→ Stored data
═══
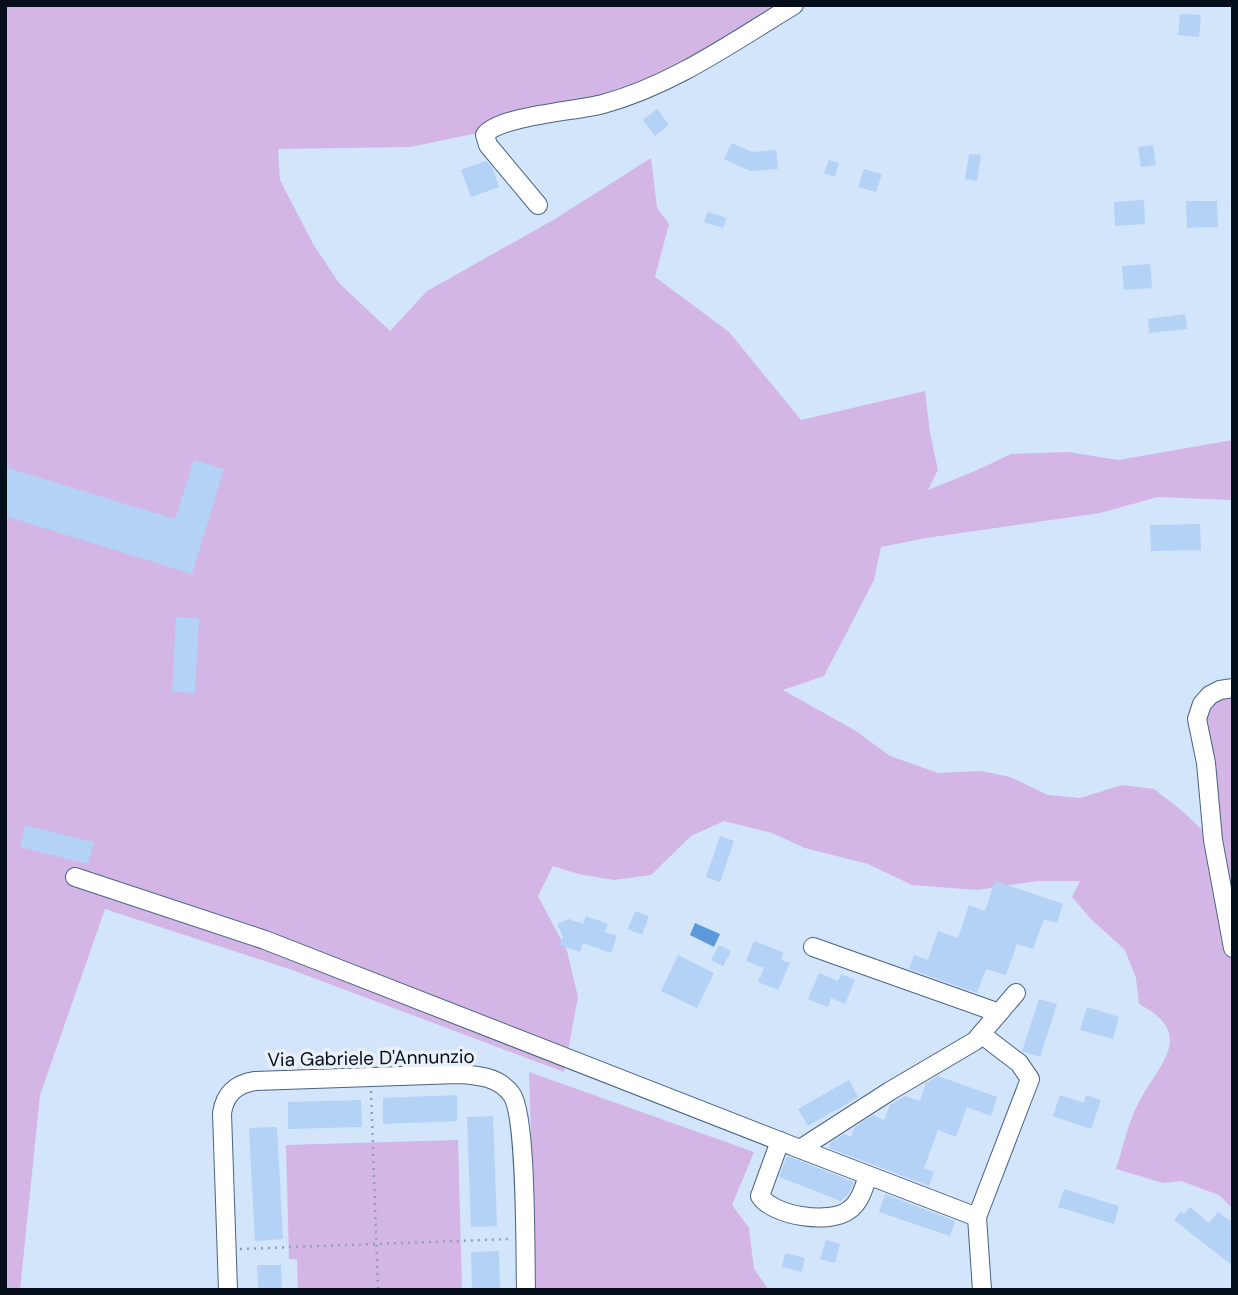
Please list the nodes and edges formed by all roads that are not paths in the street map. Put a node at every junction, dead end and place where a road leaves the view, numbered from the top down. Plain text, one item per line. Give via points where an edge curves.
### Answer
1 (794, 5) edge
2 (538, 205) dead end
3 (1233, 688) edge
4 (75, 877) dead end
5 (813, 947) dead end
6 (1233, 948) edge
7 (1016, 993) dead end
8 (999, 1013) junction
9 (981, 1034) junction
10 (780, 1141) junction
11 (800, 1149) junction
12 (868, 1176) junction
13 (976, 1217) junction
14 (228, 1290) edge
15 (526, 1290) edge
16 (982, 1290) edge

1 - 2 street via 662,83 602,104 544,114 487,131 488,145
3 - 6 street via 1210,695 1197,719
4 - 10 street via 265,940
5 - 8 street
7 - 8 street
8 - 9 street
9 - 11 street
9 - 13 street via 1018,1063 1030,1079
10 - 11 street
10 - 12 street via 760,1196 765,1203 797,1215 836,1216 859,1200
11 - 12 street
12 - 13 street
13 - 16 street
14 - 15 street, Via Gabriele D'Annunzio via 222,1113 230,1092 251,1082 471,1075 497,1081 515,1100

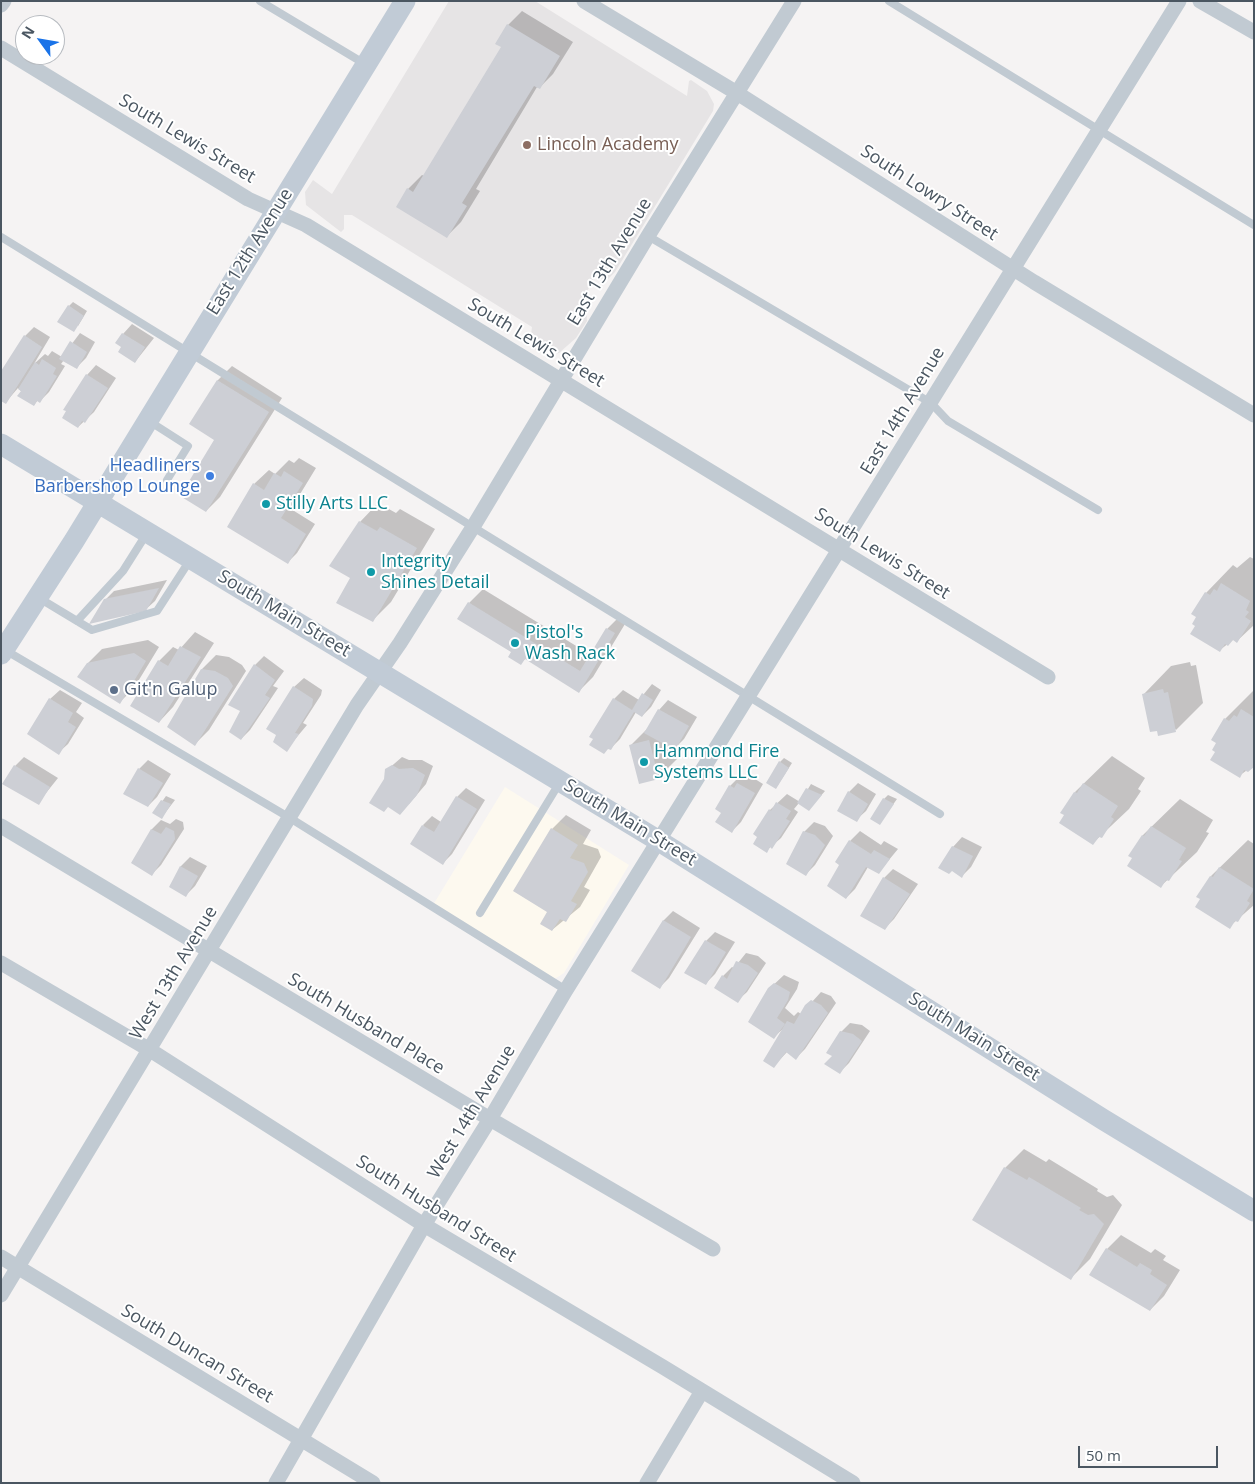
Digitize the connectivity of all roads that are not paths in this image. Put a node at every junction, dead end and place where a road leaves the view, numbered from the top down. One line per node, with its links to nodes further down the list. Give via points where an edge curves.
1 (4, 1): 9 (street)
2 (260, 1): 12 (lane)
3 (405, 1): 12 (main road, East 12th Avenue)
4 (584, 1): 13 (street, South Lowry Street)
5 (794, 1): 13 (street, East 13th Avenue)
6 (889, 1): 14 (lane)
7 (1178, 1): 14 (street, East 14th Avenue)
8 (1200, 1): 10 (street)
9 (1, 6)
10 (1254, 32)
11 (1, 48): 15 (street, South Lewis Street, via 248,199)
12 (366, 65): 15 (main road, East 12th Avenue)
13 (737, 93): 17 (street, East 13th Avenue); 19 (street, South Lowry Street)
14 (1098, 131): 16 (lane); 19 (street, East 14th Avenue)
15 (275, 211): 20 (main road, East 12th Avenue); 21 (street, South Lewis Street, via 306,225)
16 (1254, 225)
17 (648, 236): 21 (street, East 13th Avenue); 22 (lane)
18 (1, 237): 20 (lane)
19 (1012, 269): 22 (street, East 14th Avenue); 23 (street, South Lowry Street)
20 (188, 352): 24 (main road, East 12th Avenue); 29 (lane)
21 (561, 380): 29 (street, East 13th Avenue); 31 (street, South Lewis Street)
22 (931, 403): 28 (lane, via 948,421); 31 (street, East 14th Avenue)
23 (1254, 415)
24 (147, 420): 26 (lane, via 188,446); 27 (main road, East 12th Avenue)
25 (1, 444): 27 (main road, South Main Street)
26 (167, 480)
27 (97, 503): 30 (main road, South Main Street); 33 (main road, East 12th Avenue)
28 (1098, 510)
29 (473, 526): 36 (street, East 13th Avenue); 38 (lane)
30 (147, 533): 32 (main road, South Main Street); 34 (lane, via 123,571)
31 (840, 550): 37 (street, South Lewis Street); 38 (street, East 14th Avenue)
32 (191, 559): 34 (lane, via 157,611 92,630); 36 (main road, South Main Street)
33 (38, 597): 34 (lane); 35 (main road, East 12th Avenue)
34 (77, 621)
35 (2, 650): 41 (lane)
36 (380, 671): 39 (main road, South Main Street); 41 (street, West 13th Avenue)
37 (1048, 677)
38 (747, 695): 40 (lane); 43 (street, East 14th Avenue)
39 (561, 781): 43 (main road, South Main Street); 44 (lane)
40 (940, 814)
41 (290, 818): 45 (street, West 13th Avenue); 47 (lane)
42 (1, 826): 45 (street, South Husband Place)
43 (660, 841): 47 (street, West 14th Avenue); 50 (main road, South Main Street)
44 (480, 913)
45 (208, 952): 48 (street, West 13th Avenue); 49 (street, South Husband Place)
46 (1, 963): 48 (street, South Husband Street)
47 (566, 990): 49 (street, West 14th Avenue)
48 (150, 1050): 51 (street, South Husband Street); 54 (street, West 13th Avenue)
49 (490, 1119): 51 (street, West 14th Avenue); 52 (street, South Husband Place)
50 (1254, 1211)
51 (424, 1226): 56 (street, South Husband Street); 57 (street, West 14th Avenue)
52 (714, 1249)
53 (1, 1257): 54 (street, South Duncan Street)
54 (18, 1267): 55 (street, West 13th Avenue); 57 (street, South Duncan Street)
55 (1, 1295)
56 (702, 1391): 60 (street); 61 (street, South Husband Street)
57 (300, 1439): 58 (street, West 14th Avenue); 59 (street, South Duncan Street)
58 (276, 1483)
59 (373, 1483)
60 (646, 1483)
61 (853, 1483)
═══
→ Directions for this task
A copy of each line above that holds the word "Lewis" is the expected answer.

→ Exercise response
11 (1, 48): 15 (street, South Lewis Street, via 248,199)
15 (275, 211): 20 (main road, East 12th Avenue); 21 (street, South Lewis Street, via 306,225)
21 (561, 380): 29 (street, East 13th Avenue); 31 (street, South Lewis Street)
31 (840, 550): 37 (street, South Lewis Street); 38 (street, East 14th Avenue)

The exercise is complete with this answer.